Dr. Mary Awusi, Chief Executive of the Ghana Free Zones Authority, went on Accra FM on Thursday to fire back at Apostle Dr. Eric Nyamekye, Chairman of the Church of Pentecost, whose recent public comments on galamsey appear to have struck a nerve in government circles.
Her warning was blunt. “He’s a man of God, so we’ll forgive him. But next time, he shouldn’t stoop so low to that level. I am telling him. If he descends to that level to behave like a politician, we will deal with him as a politician. I’ve given him reverence because he’s a man of God and the Chairman of the Church of Pentecost,” she said.
What triggered the response was Apostle Nyamekye’s address at the Church’s 48th General Conference, where he raised alarm over the environmental toll of illegal mining, including its effect on the Church’s own sacramental practices. “The extensive pollution of water bodies due to illegal mining has hampered traditional water baptism in some mining communities, necessitating a shift to synthetic rubber pools in several districts to carry out the ordinance,” he had said.
For Dr.
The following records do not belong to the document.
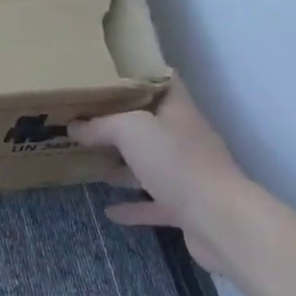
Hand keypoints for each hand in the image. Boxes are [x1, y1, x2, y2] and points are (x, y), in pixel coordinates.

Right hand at [71, 84, 247, 274]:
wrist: (220, 221)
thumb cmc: (176, 162)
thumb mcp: (131, 130)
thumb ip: (101, 125)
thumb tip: (74, 126)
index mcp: (178, 112)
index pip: (164, 81)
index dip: (139, 74)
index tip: (107, 75)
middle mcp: (185, 139)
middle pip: (151, 125)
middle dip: (120, 123)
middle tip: (85, 120)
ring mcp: (187, 175)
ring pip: (150, 164)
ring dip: (124, 165)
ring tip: (91, 162)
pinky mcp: (185, 209)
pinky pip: (153, 204)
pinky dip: (132, 206)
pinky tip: (110, 211)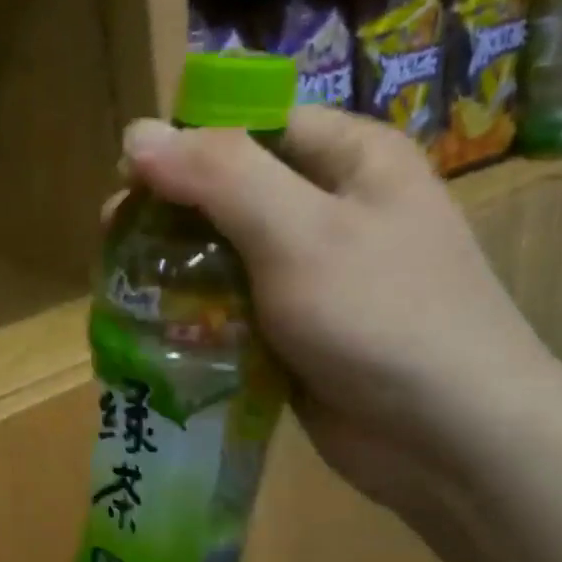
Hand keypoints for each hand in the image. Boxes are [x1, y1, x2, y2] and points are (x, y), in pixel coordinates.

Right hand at [119, 110, 561, 507]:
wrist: (449, 438)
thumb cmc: (381, 316)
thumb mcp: (299, 232)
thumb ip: (218, 175)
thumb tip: (135, 131)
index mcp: (349, 159)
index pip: (252, 123)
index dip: (185, 143)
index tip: (126, 178)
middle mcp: (332, 208)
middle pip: (231, 192)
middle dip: (171, 214)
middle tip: (113, 240)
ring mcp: (313, 276)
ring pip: (225, 255)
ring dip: (176, 269)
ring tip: (124, 287)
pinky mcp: (296, 333)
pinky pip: (233, 309)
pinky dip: (196, 316)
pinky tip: (156, 329)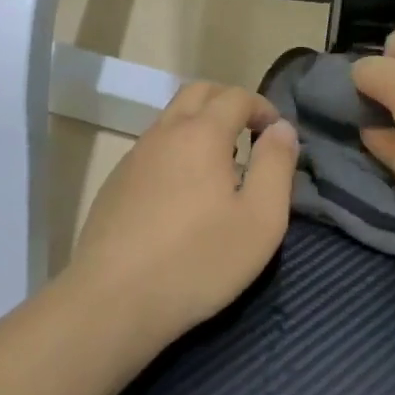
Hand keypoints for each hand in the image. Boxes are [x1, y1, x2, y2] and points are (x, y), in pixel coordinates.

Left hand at [69, 82, 299, 349]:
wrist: (112, 301)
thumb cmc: (198, 260)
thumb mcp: (260, 219)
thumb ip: (276, 165)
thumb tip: (282, 128)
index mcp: (201, 133)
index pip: (236, 96)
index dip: (262, 106)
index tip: (275, 134)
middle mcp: (165, 132)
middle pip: (198, 93)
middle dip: (229, 103)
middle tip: (249, 136)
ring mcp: (134, 156)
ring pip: (172, 119)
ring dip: (200, 125)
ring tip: (220, 167)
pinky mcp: (115, 182)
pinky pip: (153, 148)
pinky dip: (176, 150)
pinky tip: (183, 194)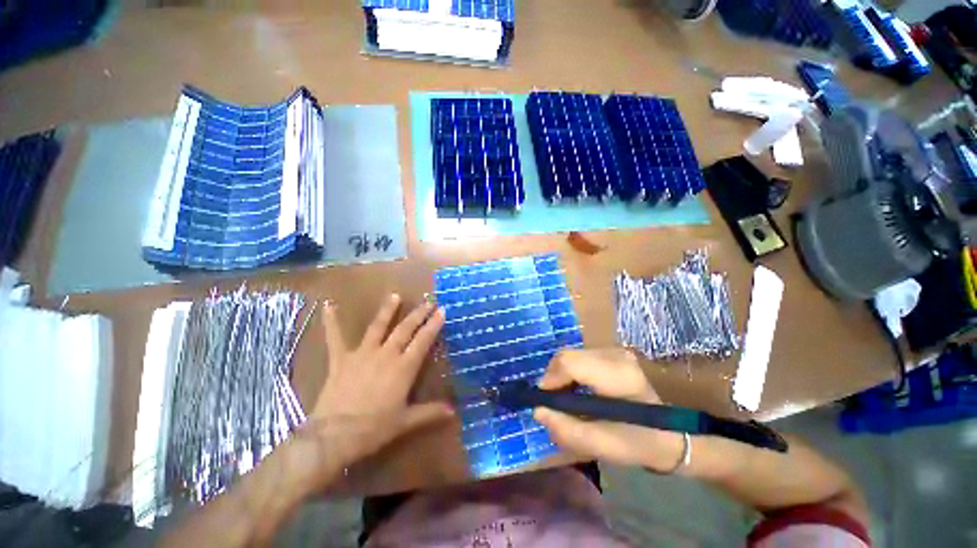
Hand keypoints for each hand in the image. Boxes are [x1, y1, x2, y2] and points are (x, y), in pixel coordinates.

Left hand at [304, 294, 452, 471]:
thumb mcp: (405, 421)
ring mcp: (362, 354)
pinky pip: (336, 337)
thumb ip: (430, 412)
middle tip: (428, 301)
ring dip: (387, 310)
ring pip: (378, 326)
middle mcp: (386, 354)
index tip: (442, 310)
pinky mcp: (341, 359)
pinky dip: (332, 321)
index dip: (433, 324)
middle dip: (418, 314)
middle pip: (405, 329)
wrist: (334, 436)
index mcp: (403, 367)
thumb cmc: (374, 429)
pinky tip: (329, 305)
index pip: (423, 340)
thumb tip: (453, 411)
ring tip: (394, 295)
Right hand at [533, 349, 684, 471]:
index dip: (551, 379)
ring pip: (571, 355)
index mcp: (618, 376)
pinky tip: (576, 389)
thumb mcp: (600, 445)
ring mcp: (614, 350)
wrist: (669, 433)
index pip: (570, 362)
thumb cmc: (637, 442)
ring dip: (561, 375)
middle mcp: (615, 355)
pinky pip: (579, 356)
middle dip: (554, 378)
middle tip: (553, 402)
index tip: (545, 401)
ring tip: (564, 397)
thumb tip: (538, 409)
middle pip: (567, 356)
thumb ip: (565, 429)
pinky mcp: (612, 351)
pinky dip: (571, 371)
Awusi, that was not pastoral concern, it was politics in clerical clothing. She argued that the Church leader’s framing conveniently ignored the state of Ghana’s rivers under the previous administration. “What he said is a highly political statement. When Nana Addo was in office, many communities in the mining communities had their water looking very thick and brown. Was he not in Ghana? Did he see it or not?” she asked.
She went further, insisting that measurable progress has been made under President Mahama. “Today, after John Mahama came to power, due to the measures he has put in place, the rivers are flowing, so you cannot claim that you’ve seen no difference in the state of the water. During Akufo-Addo’s time, the rivers were not flowing at all,” she claimed.
When the programme host pushed back, describing Apostle Nyamekye as an anointed man of God, Dr. Awusi was unmoved. “It’s not about anointing. If he were that anointed, he wouldn’t speak in this manner,” she replied.
Her closing shot left little room for ambiguity. “So, if you’re a reverend minister and you bypass the truth by taking off your pastoral robe and putting on political clothes and a political lens to speak, the next time we’ll treat him as a politician. This time we’ll spare him. We beg of him to focus on his pastoral work,” she said.
The exchange lands in the middle of one of Ghana’s most stubborn and emotionally charged national debates. Galamsey has gutted river systems and forest reserves across the country for years, and successive governments, including both the Akufo-Addo and Mahama administrations, have launched anti-illegal mining drives that critics say have fallen short. Churches, civil society groups, and environmental advocates have grown increasingly vocal in demanding real action, making the space around galamsey commentary more politically loaded than ever.
That a government official would publicly threaten to strip a church chairman of his pastoral courtesy if he speaks again on the matter reflects just how sensitive that space has become.